1. **ColdStart** -- gix reads HEAD SHA. If unchanged since last index, skip entirely.

2. **Merkle diff** -- blake3 hash tree. On HEAD change, reindex only changed files.

3. **Full index** -- first run, parallel parse via rayon.

4. **Live watcher** -- notify-debouncer-full (250 ms debounce) triggers per-file reindex.

### PageRank repo map

`code_repo_map` builds a directed graph from symbol references, applies Aider-style edge weights (10x long identifiers, 0.1x private names, 50x focus files), runs power iteration with early convergence, and renders the top-ranked symbols within a token budget. Result is cached in SQLite, keyed on `max(indexed_at)` -- invalidates automatically on any reindex.

## Performance engineering

- **mimalloc** global allocator

- **parking_lot::Mutex** instead of tokio::sync::Mutex (no async overhead on sync SQLite)

- **DashMap** for multi-tenant repo routing (sharded RwLock, zero contention on reads)
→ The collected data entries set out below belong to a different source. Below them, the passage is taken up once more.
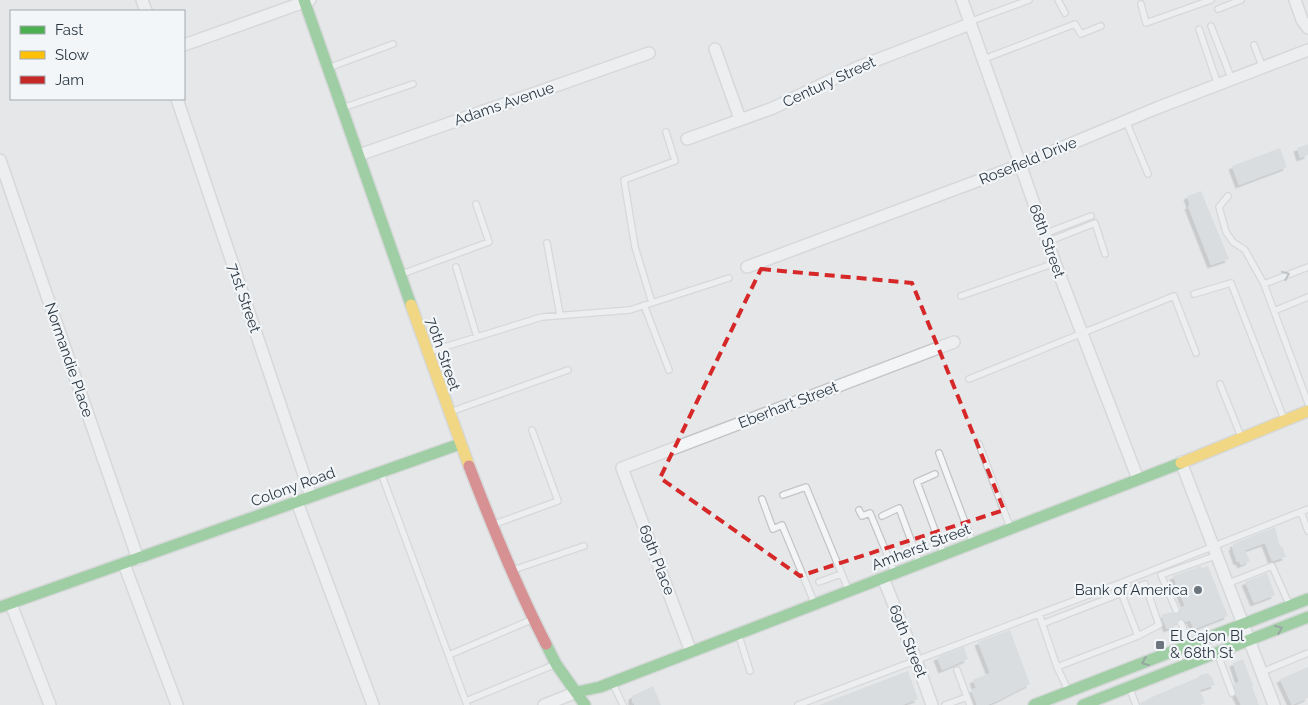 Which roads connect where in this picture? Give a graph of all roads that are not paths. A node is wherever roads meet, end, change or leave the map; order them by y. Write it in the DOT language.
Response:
graph roads {
  1 [pos="962,0"];
  2 [pos="1029,0"];
  3 [pos="1058,0"];
  4 [pos="1210,0"];
  5 [pos="1241,0"];
  6 [pos="1295,0"];
  7 [pos="306,1"];
  8 [pos="1141,4"];
  9 [pos="1218,9"];
  10 [pos="1065,14"];
  11 [pos="970,23"];
  12 [pos="1101,26"];
  13 [pos="1211,26"];
  14 [pos="1308,28"];
  15 [pos="1199,29"];
  16 [pos="393,44"];
  17 [pos="185,45"];
  18 [pos="1254,46"];
  19 [pos="715,49"];
  20 [pos="1308,50"];
  21 [pos="649,53"];
  22 [pos="984,59"];
  23 [pos="328,68"];
  24 [pos="1263,68"];
  25 [pos="1232,80"];
  26 [pos="412,84"];
  27 [pos="1218,85"];
  28 [pos="177,100"];
  29 [pos="342,108"];
  30 [pos="740,119"];
  31 [pos="1126,120"];
  32 [pos="666,132"];
  33 [pos="687,139"];
  34 [pos="359,155"];
  35 [pos="0,160"];
  36 [pos="1020,165"];
  37 [pos="1148,174"];
  38 [pos="1228,196"];
  39 [pos="476,204"];
  40 [pos="1091,216"];
  41 [pos="1046,238"];
  42 [pos="547,243"];
  43 [pos="1105,254"];
  44 [pos="1054,262"];
  45 [pos="456,267"];
  46 [pos="747,267"];
  47 [pos="1308,267"];
  48 [pos="400,274"];
  49 [pos="729,278"];
  50 [pos="1264,284"];
  51 [pos="1194,294"];
  52 [pos="961,296"];
  53 [pos="1308,297"];
  54 [pos="652,303"];
  55 [pos="644,305"];
  56 [pos="1274,311"];
  57 [pos="560,315"];
  58 [pos="1081,334"];
  59 [pos="477,337"];
  60 [pos="954,342"];
  61 [pos="426,352"];
  62 [pos="1196,353"];
  63 [pos="568,370"];
  64 [pos="669,370"];
  65 [pos="969,379"];
  66 [pos="1220,384"];
  67 [pos="1308,403"];
  68 [pos="1308,411"];
  69 [pos="448,412"];
  70 [pos="1285,421"];
  71 [pos="532,430"];
  72 [pos="1242,439"];
  73 [pos="460,444"];
  74 [pos="979,444"];
  75 [pos="939,453"];
  76 [pos="1181,462"];
  77 [pos="622,468"];
  78 [pos="381,471"];
  79 [pos="936,474"];
  80 [pos="1138,479"];
  81 [pos="783,495"];
  82 [pos="311,496"];
  83 [pos="762,498"];
  84 [pos="297,502"];
  85 [pos="1308,509"];
  86 [pos="860,510"];
  87 [pos="1301,512"];
  88 [pos="882,516"];
  89 [pos="492,525"];
  90 [pos="1010,529"];
  91 [pos="1308,531"];
  92 [pos="973,543"];
  93 [pos="584,546"];
  94 [pos="1216,550"];
  95 [pos="944,554"];
  96 [pos="138,559"];
  97 [pos="124,564"];
  98 [pos="920,564"];
  99 [pos="511,570"];
  100 [pos="895,573"];
  101 [pos="840,574"];
  102 [pos="883,578"];
  103 [pos="819,582"];
  104 [pos="1118,584"];
  105 [pos="1229,584"];
  106 [pos="849,591"];
  107 [pos="1122,593"];
  108 [pos="1308,599"];
  109 [pos="815,604"];
  110 [pos="6,605"];
  111 [pos="1290,606"];
  112 [pos="1176,610"];
  113 [pos="1039,614"];
  114 [pos="1308,617"];
  115 [pos="533,619"];
  116 [pos="1181,623"];
  117 [pos="1042,624"];
  118 [pos="1244,624"];
  119 [pos="738,634"];
  120 [pos="1138,636"];
  121 [pos="1250,640"];
  122 [pos="1191,645"];
  123 [pos="691,652"];
  124 [pos="1217,653"];
  125 [pos="1308,653"];
  126 [pos="448,654"];
  127 [pos="916,660"];
  128 [pos="556,664"];
  129 [pos="1058,667"];
  130 [pos="956,670"];
  131 [pos="750,671"];
  132 [pos="1262,672"];
  133 [pos="612,682"];
  134 [pos="1129,687"];
  135 [pos="576,692"];
  136 [pos="1069,692"];
  137 [pos="1232,693"];
  138 [pos="967,697"];
  139 [pos="467,703"];
  140 [pos="1088,704"];
  141 [pos="50,705"];
  142 [pos="177,705"];
  143 [pos="373,705"];
  144 [pos="544,705"];
  145 [pos="585,705"];
  146 [pos="624,705"];
  147 [pos="798,705"];
  148 [pos="932,705"];
  149 [pos="945,705"];
  150 [pos="970,705"];
  151 [pos="1034,705"];
  152 [pos="1136,705"];
  153 [pos="1274,705"];
  1 -- 11 [label="street, 68th Street"];
  2 -- 11 [label="lane"];
  3 -- 10 [label="lane"];
  4 -- 8 [label="lane"];
  5 -- 9 [label="lane"];
  6 -- 14 [label="street"];
  7 -- 17 [label="street"];
  7 -- 23 [label="main road, 70th Street"];
  11 -- 22 [label="street, 68th Street"];
  11 -- 30 [label="street, Century Street"];
  12 -- 22 [label="lane"];
  13 -- 25 [label="lane"];
  15 -- 27 [label="lane"];
  16 -- 23 [label="lane"];
  18 -- 24 [label="lane"];
  19 -- 30 [label="street"];
  20 -- 24 [label="street, Rosefield Drive"];
  21 -- 34 [label="street, Adams Avenue"];
  22 -- 36 [label="street, 68th Street"];
  23 -- 29 [label="main road, 70th Street"];
  24 -- 25 [label="street, Rosefield Drive"];
  25 -- 27 [label="street, Rosefield Drive"];
  26 -- 29 [label="lane"];
  27 -- 31 [label="street, Rosefield Drive"];
  28 -- 82 [label="street, 71st Street"];
  29 -- 34 [label="main road, 70th Street"];
  30 -- 33 [label="street, Century Street"];
  31 -- 36 [label="street, Rosefield Drive"];
  31 -- 37 [label="lane"];
  32 -- 54 [label="lane"];
  34 -- 48 [label="main road, 70th Street"];
  35 -- 96 [label="street, Normandie Place"];
  36 -- 41 [label="street, 68th Street"];
  36 -- 46 [label="street, Rosefield Drive"];
  38 -- 50 [label="lane"];
  39 -- 48 [label="lane"];
  40 -- 41 [label="lane"];
  41 -- 43 [label="lane"];
  41 -- 44 [label="street, 68th Street"];
  42 -- 57 [label="lane"];
  44 -- 52 [label="lane"];
  44 -- 58 [label="street, 68th Street"];
  45 -- 59 [label="lane"];
  50 -- 47 [label="lane, one-way"];
  48 -- 61 [label="main road, 70th Street"];
  49 -- 54 [label="lane"];
  50 -- 56 [label="lane"];
  51 -- 70 [label="lane"];
  53 -- 56 [label="lane"];
  54 -- 55 [label="lane"];
  55 -- 57 [label="lane"];
  55 -- 64 [label="lane"];
  56 -- 67 [label="lane"];
  57 -- 59 [label="lane"];
  58 -- 62 [label="lane"];
  58 -- 65 [label="lane"];
  58 -- 80 [label="street, 68th Street"];
  59 -- 61 [label="lane"];
  60 -- 77 [label="street, Eberhart Street"];
  61 -- 69 [label="main road, 70th Street"];
  63 -- 69 [label="lane"];
  66 -- 72 [label="lane"];
  68 -- 70 [label="main road, Amherst Street"];
  69 -- 73 [label="main road, 70th Street"];
  70 -- 72 [label="main road, Amherst Street"];
  71 -- 89 [label="lane"];
  72 -- 76 [label="main road, Amherst Street"];
  73 -- 78 [label="main road, Colony Road"];
  73 -- 89 [label="main road, 70th Street"];
  74 -- 90 [label="lane"];
  75 -- 92 [label="lane"];
  76 -- 80 [label="main road, Amherst Street"];
  76 -- 94 [label="street"];
  77 -- 123 [label="street, 69th Place"];
  78 -- 82 [label="main road, Colony Road"];
  78 -- 126 [label="lane"];
  79 -- 95 [label="lane"];
  80 -- 90 [label="main road, Amherst Street"];
  81 -- 101 [label="lane"];
  82 -- 84 [label="main road, Colony Road"];
  83 -- 109 [label="lane"];
  84 -- 96 [label="main road, Colony Road"];
  84 -- 143 [label="street"];
  85 -- 87 [label="lane"];
  86 -- 100 [label="lane"];
  87 -- 91 [label="lane"];
  87 -- 94 [label="lane"];
  88 -- 98 [label="lane"];
  89 -- 99 [label="main road, 70th Street"];
  90 -- 92 [label="main road, Amherst Street"];
  92 -- 95 [label="main road, Amherst Street"];
  93 -- 99 [label="lane"];
  94 -- 104 [label="lane"];
  94 -- 105 [label="street"];
  94 -- 112 [label="lane"];
  95 -- 98 [label="main road, Amherst Street"];
  96 -- 97 [label="main road, Colony Road"];
  97 -- 110 [label="main road"];
  97 -- 142 [label="street"];
  98 -- 100 [label="main road, Amherst Street"];
  99 -- 115 [label="main road, 70th Street"];
  100 -- 102 [label="main road, Amherst Street"];
  101 -- 103 [label="lane"];
  101 -- 106 [label="lane"];
  102 -- 106 [label="main road, Amherst Street"];
  102 -- 127 [label="street, 69th Street"];
  104 -- 107 [label="lane"];
  104 -- 113 [label="lane"];
  105 -- 111 [label="lane"];
  105 -- 118 [label="street"];
  106 -- 109 [label="main road, Amherst Street"];
  107 -- 117 [label="lane"];
  107 -- 120 [label="lane"];
  107 -- 120 [label="lane"];
  108 -- 111 [label="main road"];
  109 -- 119 [label="main road, Amherst Street"];
  110 -- 141 [label="street"];
  111 -- 118 [label="main road"];
  113 -- 117 [label="lane"];
  113 -- 127 [label="lane"];
  121 -- 114 [label="main road, one-way"];
  115 -- 126 [label="lane"];
  115 -- 128 [label="main road, 70th Street"];
  116 -- 122 [label="lane"];
  117 -- 129 [label="lane"];
  118 -- 121 [label="street"];
  118 -- 122 [label="main road"];
  119 -- 123 [label="main road, Amherst Street"];
  119 -- 131 [label="lane"];
  120 -- 129 [label="lane"];
  121 -- 124 [label="main road"];
  121 -- 132 [label="street"];
  122 -- 136 [label="main road, one-way"];
  123 -- 133 [label="main road, Amherst Street"];
  124 -- 134 [label="main road"];
  124 -- 137 [label="lane"];
  125 -- 132 [label="lane"];
  126 -- 139 [label="lane"];
  127 -- 147 [label="lane"];
  127 -- 148 [label="street, 69th Street"];
  128 -- 135 [label="main road, 70th Street"];
  128 -- 139 [label="lane"];
  129 -- 136 [label="lane"];
  130 -- 138 [label="lane"];
  132 -- 153 [label="street"];
  133 -- 135 [label="main road, Amherst Street"];
  133 -- 146 [label="lane"];
  134 -- 140 [label="main road"];
  134 -- 152 [label="lane"];
  135 -- 144 [label="street, Amherst Street"];
  135 -- 145 [label="main road, 70th Street"];
  136 -- 151 [label="main road"];
  138 -- 149 [label="lane"];
  138 -- 150 [label="lane"];
}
- **Fat LTO + panic=abort + opt-level=3** -- 24 MB binary

- **SQLite tuning** -- WAL, mmap 256MB, cache 32MB, PRAGMA optimize, chunked bulk inserts (500 files/tx)

- **Tantivy-first search** -- try BM25 index before falling back to grep, 50MB heap, commits every 20K docs

- **Token heuristic** -- estimate_tokens (len/4) in hot loops, tiktoken for accuracy checks

- **Map caching** -- PageRank cached in SQLite meta, invalidated on max(indexed_at) change

- **Early convergence** -- PageRank stops when L1 norm delta < 1e-6 (typically 8-12 iterations)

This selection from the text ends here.